Clara Savage Littledale was an American journalist and editor.
Background
Clara Savage Littledale was born on January 31, 1891 in Belfast, Maine, United States, the daughter of John Arthur Savage and Emma Morrison. Her father was a Methodist minister who developed doctrinal differences with his church and later was ordained in the Unitarian ministry. When Clara Savage was a year old the family moved to Medfield, Massachusetts, where she spent her childhood. Upon her father's retirement, the family moved to Plainfield, New Jersey.
Education
She attended high schools at Medfield and Plainfield. Influenced by Charles A. Selden, a New York newspaperman, foreign correspondent, and husband of an older sister, she began to think of a career in journalism. She enrolled at Smith College, where she became a member of the press board. While at college she sold short feature articles to the New York Times and other newspapers. She graduated from college in 1913.
Career
Clara Savage started to work on Oswald Garrison Villard's New York Evening Post, which had never before employed a woman reporter in its city room. After moving up to woman's page editor, Savage became interested in the woman suffrage movement and resigned in 1914 to become press chairman of the National American Woman Suffrage Association. On one occasion she paraded down Fifth Avenue in New York City, carrying a sign reading, "Insane and Idiots Can Vote, Why Can't I?" Finding, however, that she did not care for publicity work, Savage joined Good Housekeeping magazine in 1915 as associate editor and persuaded the editor in chief to send her to Washington to report each month upon political developments at the capital as seen from the woman's angle.

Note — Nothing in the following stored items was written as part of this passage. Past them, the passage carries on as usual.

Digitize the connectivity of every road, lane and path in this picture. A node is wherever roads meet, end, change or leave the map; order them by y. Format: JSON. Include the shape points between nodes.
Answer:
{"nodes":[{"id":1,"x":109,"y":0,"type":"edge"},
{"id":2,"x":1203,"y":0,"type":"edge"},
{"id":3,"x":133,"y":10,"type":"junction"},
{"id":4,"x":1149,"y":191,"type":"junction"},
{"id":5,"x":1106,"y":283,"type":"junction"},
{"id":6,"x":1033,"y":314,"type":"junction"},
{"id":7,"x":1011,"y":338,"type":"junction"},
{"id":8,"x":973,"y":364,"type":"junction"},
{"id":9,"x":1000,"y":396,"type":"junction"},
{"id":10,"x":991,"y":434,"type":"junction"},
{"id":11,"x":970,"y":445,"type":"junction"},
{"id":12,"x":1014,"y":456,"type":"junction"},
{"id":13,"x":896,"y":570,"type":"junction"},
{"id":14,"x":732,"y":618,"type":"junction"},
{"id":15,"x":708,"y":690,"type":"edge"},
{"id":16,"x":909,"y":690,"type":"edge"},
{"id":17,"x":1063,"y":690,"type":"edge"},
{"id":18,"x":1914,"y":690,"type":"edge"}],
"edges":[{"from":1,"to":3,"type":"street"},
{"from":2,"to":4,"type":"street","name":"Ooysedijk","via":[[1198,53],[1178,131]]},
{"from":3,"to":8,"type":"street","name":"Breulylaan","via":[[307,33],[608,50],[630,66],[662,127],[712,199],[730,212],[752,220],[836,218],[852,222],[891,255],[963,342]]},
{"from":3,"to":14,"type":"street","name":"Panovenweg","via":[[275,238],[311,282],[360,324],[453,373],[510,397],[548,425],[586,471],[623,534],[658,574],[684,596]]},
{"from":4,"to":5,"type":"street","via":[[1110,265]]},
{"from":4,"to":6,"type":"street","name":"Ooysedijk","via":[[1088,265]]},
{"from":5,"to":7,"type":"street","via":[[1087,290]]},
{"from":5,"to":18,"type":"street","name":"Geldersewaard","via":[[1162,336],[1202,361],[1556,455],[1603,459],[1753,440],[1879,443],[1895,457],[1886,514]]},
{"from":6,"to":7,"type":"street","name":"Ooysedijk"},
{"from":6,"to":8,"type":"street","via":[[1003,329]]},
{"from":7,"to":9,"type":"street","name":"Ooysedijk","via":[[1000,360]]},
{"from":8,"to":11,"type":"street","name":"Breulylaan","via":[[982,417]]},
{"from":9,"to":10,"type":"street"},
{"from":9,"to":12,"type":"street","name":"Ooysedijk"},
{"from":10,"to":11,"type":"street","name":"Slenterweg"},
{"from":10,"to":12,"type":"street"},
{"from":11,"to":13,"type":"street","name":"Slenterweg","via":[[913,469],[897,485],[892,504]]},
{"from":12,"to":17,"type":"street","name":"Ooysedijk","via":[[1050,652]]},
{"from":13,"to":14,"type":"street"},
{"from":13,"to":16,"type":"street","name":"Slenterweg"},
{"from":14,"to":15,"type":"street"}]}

In June 1918 the magazine sent Savage to Europe on a six-month assignment to write on aspects of the American participation in World War I. She found so much that she wished to see and record that she asked the editor to extend her stay for another six months. When he refused, she replied with a three-word cable: "Resigning and remaining. " She continued to travel and write as a free-lancer based in Paris until the fall of 1919. After returning to the United States, Savage demonstrated her versatility by contributing articles and stories to a wide range of general and specialized magazines.
Later Littledale was persuaded by the publisher George J. Hecht to return to the magazine field. In July 1926 she became managing editor of a new venture that Hecht was launching, Children, the Magazine for Parents. A monthly publication devoted editorially to prenatal and infant care, it advised on the problems of adolescence, on books, movies, and the comics, and on the whole range of parent-child relationships. It was sponsored by prominent consultants, educators, clinicians, agencies of the federal government, and child-welfare organizations. The following year Children evolved into Parents' Magazine with Littledale's name on the masthead as chief editor. It remained there until her death.
As editor and regular contributor to the magazine and in her frequent radio, television, and platform appearances, Littledale sought to translate technical scientific studies on family health and nutrition, child training, vocational guidance, and experimental work in the field of education into practical, understandable articles. Parents' Magazine supported legislation prohibiting the exploitation of child labor; advocated better school health facilities, more child care centers, expanded nursery- and play-school programs, and increased federal aid to education; and rallied support for the United Nations International Children's Emergency Fund (UNICEF).
Littledale was coauthor of Parents' Magazine Book of Baby Care (1952) and edited a number of condensations of standard literary works. Common sense was the hallmark of Littledale's advice to parents. To a mother who called her in great distress, asking what to do when her son refused to eat breakfast, the editor replied solemnly, "Try him on lunch. "
Achievements
Littledale was the first woman reporter of the New York Evening Post and first editor of Parents' Magazine. Under her guidance, Parents' Magazine became a far-reaching influence. It was used as a text in college and university classes and by thousands of child-study and parent-teacher associations. It was widely quoted in periodicals, in books, and on the air. At the time of Littledale's death Parents' Magazine was the most widely read publication in its field, with a circulation of 1, 675, 000.
Littledale was compassionate, articulate, and determined crusader for child-welfare causes.
Connections
On December 20, 1920, Clara married Harold Aylmer Littledale, a newspaper colleague whom she had met while working for the New York Evening Post. They were divorced in 1945. She had two children.